5 minutos depois, a Professora Janna saiu, carregando Russell nos braços. Ficando sozinha, abri um pouco a cortina para espiar e vi que Quinn estava em sua forma humana. Ignorando seu sussurro de “coelha maldita”, vi que ele se inclinou para a fresta aberta na janela.
“Vim trazer essa carta.”
Pensando que, conforme a professora Janna tinha me informado, estávamos no distante território dos porcos, Quinn deve ter voado por muito tempo para chegar aqui. Ainda assim, ele havia sido cortês ao levar em consideração meu medo de predadores…
“Obrigada… Aahh!”
Antes que eu acabasse de agradecer, a carta foi enfiada pela fresta e caiu bem na minha cara.
‘Como pude pensar que ele era gentil?’
Resmungando por dentro, abri a carta. A remetente era a Senhora Valence.
[Bebê, queria te ver pessoalmente e conversar cara a cara, mas, infelizmente, a única maneira de nos falarmos no momento é através de cartas.]
[Primeiramente, me perdoe por ter te enviado para longe dessa forma. Tudo que eu conseguia pensar era o que aconteceria se você visse outro predador e seu ferimento piorasse, então, tive que afastar essa possibilidade primeiro.]
[Ouvi de Quinn que sua humanização definitiva aconteceu enquanto você estava no território dos porcos. Deve ter sido assustador passar por isso tão longe de casa. Mas quero ser a primeira a te dar os parabéns.]

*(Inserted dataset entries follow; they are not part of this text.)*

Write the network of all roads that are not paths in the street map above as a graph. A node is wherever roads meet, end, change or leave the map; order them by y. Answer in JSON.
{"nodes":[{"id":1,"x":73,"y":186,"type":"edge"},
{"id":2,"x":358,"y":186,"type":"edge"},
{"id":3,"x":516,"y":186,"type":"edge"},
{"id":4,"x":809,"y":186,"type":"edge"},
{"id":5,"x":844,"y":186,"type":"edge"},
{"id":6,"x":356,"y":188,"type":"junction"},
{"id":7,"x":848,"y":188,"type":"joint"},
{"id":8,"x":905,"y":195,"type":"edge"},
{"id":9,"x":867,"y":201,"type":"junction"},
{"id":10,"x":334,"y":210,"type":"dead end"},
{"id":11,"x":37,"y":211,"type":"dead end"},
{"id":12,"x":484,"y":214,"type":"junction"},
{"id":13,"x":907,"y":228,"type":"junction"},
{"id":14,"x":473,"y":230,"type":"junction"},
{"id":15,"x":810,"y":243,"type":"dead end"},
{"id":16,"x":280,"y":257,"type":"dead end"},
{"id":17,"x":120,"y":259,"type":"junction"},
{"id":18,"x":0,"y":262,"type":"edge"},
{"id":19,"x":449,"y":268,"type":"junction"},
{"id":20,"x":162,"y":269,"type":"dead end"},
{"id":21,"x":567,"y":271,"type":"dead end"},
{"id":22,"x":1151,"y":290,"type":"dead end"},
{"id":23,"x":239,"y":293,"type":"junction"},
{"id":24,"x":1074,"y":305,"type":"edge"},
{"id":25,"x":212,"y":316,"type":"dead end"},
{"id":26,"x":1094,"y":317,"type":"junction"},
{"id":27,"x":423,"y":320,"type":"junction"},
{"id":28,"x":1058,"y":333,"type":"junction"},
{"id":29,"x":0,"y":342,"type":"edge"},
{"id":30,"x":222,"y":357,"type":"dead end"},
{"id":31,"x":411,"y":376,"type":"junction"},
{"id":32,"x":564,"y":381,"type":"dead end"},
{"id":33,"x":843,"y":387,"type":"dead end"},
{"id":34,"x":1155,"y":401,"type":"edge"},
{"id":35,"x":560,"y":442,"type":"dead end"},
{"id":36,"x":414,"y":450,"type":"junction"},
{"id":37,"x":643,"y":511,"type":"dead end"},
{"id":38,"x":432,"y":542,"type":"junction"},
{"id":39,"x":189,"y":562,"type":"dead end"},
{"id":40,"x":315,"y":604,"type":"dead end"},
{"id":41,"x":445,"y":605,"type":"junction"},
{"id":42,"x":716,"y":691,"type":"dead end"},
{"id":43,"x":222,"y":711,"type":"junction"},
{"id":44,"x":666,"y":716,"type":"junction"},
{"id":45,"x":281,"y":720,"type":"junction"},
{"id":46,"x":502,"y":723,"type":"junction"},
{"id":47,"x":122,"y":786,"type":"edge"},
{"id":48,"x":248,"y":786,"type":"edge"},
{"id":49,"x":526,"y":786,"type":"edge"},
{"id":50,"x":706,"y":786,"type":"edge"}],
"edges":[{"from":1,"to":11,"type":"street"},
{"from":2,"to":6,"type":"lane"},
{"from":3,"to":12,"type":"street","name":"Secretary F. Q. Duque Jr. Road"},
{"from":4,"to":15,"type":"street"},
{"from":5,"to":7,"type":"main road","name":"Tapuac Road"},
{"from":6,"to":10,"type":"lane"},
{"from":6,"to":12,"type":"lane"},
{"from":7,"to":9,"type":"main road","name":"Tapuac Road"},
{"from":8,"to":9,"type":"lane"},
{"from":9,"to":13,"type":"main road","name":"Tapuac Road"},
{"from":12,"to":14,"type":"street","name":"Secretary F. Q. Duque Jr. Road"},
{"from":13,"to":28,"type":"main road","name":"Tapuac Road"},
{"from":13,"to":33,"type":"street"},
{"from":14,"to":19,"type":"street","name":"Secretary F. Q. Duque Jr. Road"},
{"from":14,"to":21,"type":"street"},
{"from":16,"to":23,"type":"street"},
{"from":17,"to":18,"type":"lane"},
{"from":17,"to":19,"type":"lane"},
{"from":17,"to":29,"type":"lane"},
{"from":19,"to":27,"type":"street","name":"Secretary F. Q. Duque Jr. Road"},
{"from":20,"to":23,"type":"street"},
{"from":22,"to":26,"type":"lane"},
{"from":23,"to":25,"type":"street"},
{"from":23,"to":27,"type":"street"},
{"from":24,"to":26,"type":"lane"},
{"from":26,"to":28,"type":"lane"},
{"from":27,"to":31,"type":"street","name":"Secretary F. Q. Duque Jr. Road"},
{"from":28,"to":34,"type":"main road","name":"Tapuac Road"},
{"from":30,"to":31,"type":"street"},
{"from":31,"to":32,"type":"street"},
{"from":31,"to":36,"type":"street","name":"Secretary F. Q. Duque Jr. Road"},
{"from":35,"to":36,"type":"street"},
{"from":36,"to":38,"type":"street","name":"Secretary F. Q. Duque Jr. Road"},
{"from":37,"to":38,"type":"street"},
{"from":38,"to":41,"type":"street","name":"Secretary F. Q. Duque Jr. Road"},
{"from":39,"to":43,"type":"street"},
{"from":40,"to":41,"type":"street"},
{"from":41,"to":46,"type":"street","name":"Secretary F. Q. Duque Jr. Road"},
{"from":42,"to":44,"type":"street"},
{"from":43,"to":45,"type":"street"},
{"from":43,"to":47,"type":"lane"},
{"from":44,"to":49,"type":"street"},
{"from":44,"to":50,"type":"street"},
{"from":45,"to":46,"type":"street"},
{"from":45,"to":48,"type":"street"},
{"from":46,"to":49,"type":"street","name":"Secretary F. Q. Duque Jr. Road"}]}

O meio da carta não dizia nada muito importante, mas podia ver que ela tinha hesitado e parado de escrever várias vezes pelos traços.
No meio das páginas, havia uma flor violeta prensada. Por isso que o envelope parecia tão pesado… De acordo com o que ela tinha escrito, no território das panteras negras era um costume dar flores para congratular homens-besta recém humanizados.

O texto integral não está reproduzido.